* **WORK TO COMPLETE**: Would you please restate the data exactly as it stands, apart from the pictures?

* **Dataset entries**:
=== Begin Enclosure ===

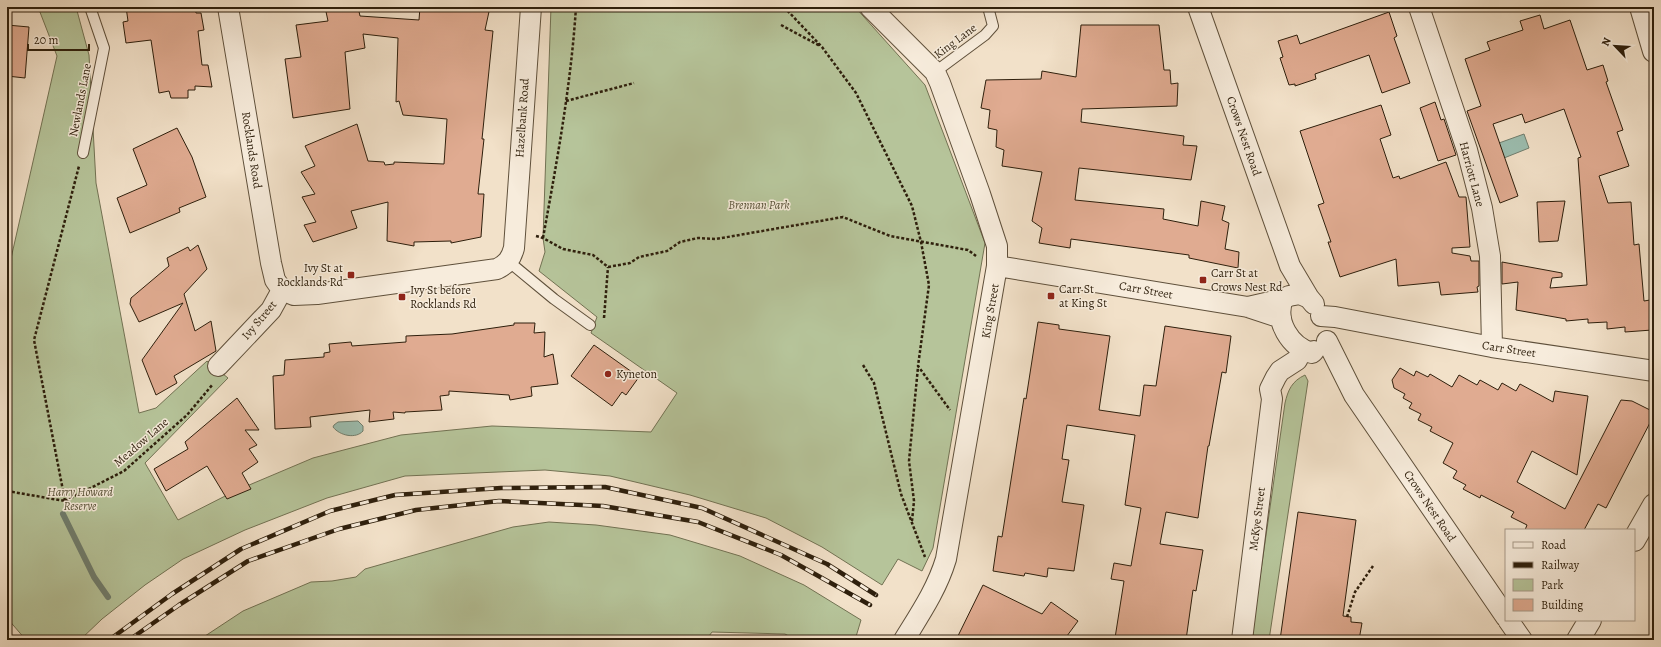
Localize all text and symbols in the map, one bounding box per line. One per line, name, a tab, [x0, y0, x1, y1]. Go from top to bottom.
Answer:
street label: King Lane	[930, 20, 980, 62]
scale bar	[28, 26, 89, 52]
north arrow	[1595, 26, 1635, 66]
text: 20 m	[34, 32, 58, 48]
text: N	[1598, 35, 1615, 49]
street label: Newlands Lane	[65, 62, 95, 138]
street label: Hazelbank Road	[511, 77, 533, 158]
street label: Crows Nest Road	[1223, 94, 1265, 178]
street label: Rocklands Road	[238, 110, 266, 190]
street label: Harriott Lane	[1456, 140, 1488, 208]
park label: Brennan Park	[728, 197, 790, 213]
place label: Ivy St at Rocklands Rd	[277, 260, 344, 290]
place label: Carr St at Crows Nest Rd	[1211, 265, 1283, 295]
marker: Ivy St at Rocklands Rd	[346, 270, 356, 280]
marker: Carr St at Crows Nest Rd	[1198, 275, 1208, 285]
street label: Carr Street	[1118, 277, 1174, 303]
place label: Carr St at King St	[1059, 281, 1107, 311]
place label: Ivy St before Rocklands Rd	[410, 282, 477, 312]
street label: King Street	[977, 282, 1003, 340]
marker: Carr St at King St	[1046, 291, 1056, 301]
marker: Ivy St before Rocklands Rd	[397, 292, 407, 302]
street label: Ivy Street	[238, 297, 280, 343]
street label: Carr Street	[1481, 337, 1537, 361]
place label: Kyneton	[616, 366, 657, 382]
marker: Kyneton	[603, 369, 613, 379]
street label: Meadow Lane	[110, 414, 172, 470]
street label: Crows Nest Road	[1400, 467, 1460, 545]
park label: Harry Howard Reserve	[47, 484, 113, 514]
street label: McKye Street	[1245, 486, 1269, 552]
legend	[1505, 529, 1635, 621]
text: Road	[1541, 537, 1567, 553]
text: Railway	[1541, 557, 1580, 573]
text: Park	[1541, 577, 1564, 593]
text: Building	[1541, 597, 1583, 613]

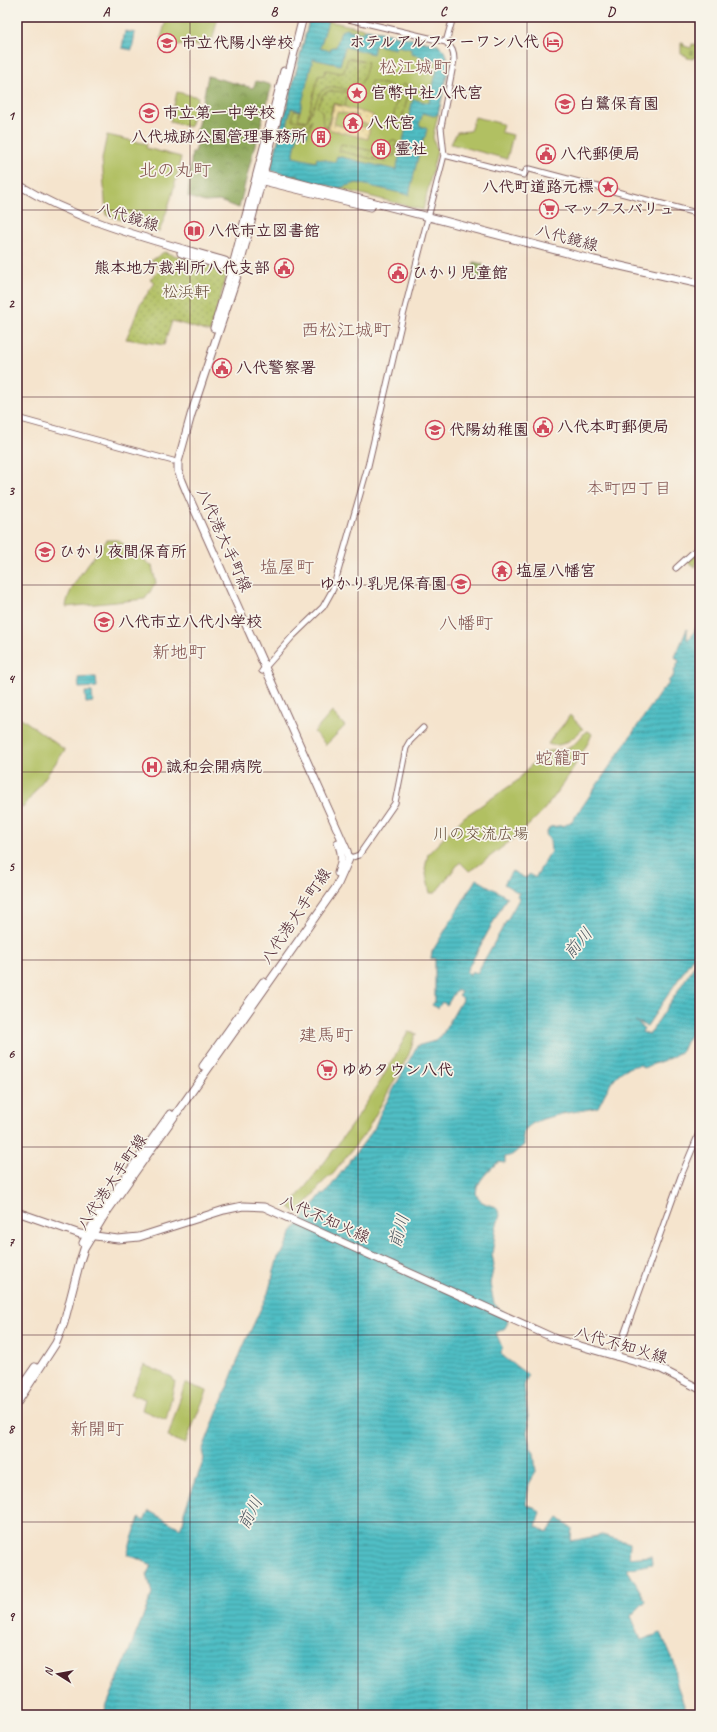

=== End Enclosure ===

* **RESPONSE TO THIS TASK**:
Localize all text and symbols in the map, one bounding box per line. One per line, name, a tab, [x0, y0, x1, y1]. Go from top to bottom.
Answer:
street label: King Lane	[930, 20, 980, 62]
scale bar	[28, 26, 89, 52]
north arrow	[1595, 26, 1635, 66]
text: 20 m	[34, 32, 58, 48]
text: N	[1598, 35, 1615, 49]
street label: Newlands Lane	[65, 62, 95, 138]
street label: Hazelbank Road	[511, 77, 533, 158]
street label: Crows Nest Road	[1223, 94, 1265, 178]
street label: Rocklands Road	[238, 110, 266, 190]
street label: Harriott Lane	[1456, 140, 1488, 208]
park label: Brennan Park	[728, 197, 790, 213]
place label: Ivy St at Rocklands Rd	[277, 260, 344, 290]
place label: Carr St at Crows Nest Rd	[1211, 265, 1283, 295]
marker: Ivy St at Rocklands Rd	[346, 270, 356, 280]
marker: Carr St at Crows Nest Rd	[1198, 275, 1208, 285]
street label: Carr Street	[1118, 277, 1174, 303]
place label: Carr St at King St	[1059, 281, 1107, 311]
place label: Ivy St before Rocklands Rd	[410, 282, 477, 312]
street label: King Street	[977, 282, 1003, 340]
marker: Carr St at King St	[1046, 291, 1056, 301]
marker: Ivy St before Rocklands Rd	[397, 292, 407, 302]
street label: Ivy Street	[238, 297, 280, 343]
street label: Carr Street	[1481, 337, 1537, 361]
place label: Kyneton	[616, 366, 657, 382]
marker: Kyneton	[603, 369, 613, 379]
street label: Meadow Lane	[110, 414, 172, 470]
street label: Crows Nest Road	[1400, 467, 1460, 545]
park label: Harry Howard Reserve	[47, 484, 113, 514]
street label: McKye Street	[1245, 486, 1269, 552]
legend	[1505, 529, 1635, 621]
text: Road	[1541, 537, 1567, 553]
text: Railway	[1541, 557, 1580, 573]
text: Park	[1541, 577, 1564, 593]
text: Building	[1541, 597, 1583, 613]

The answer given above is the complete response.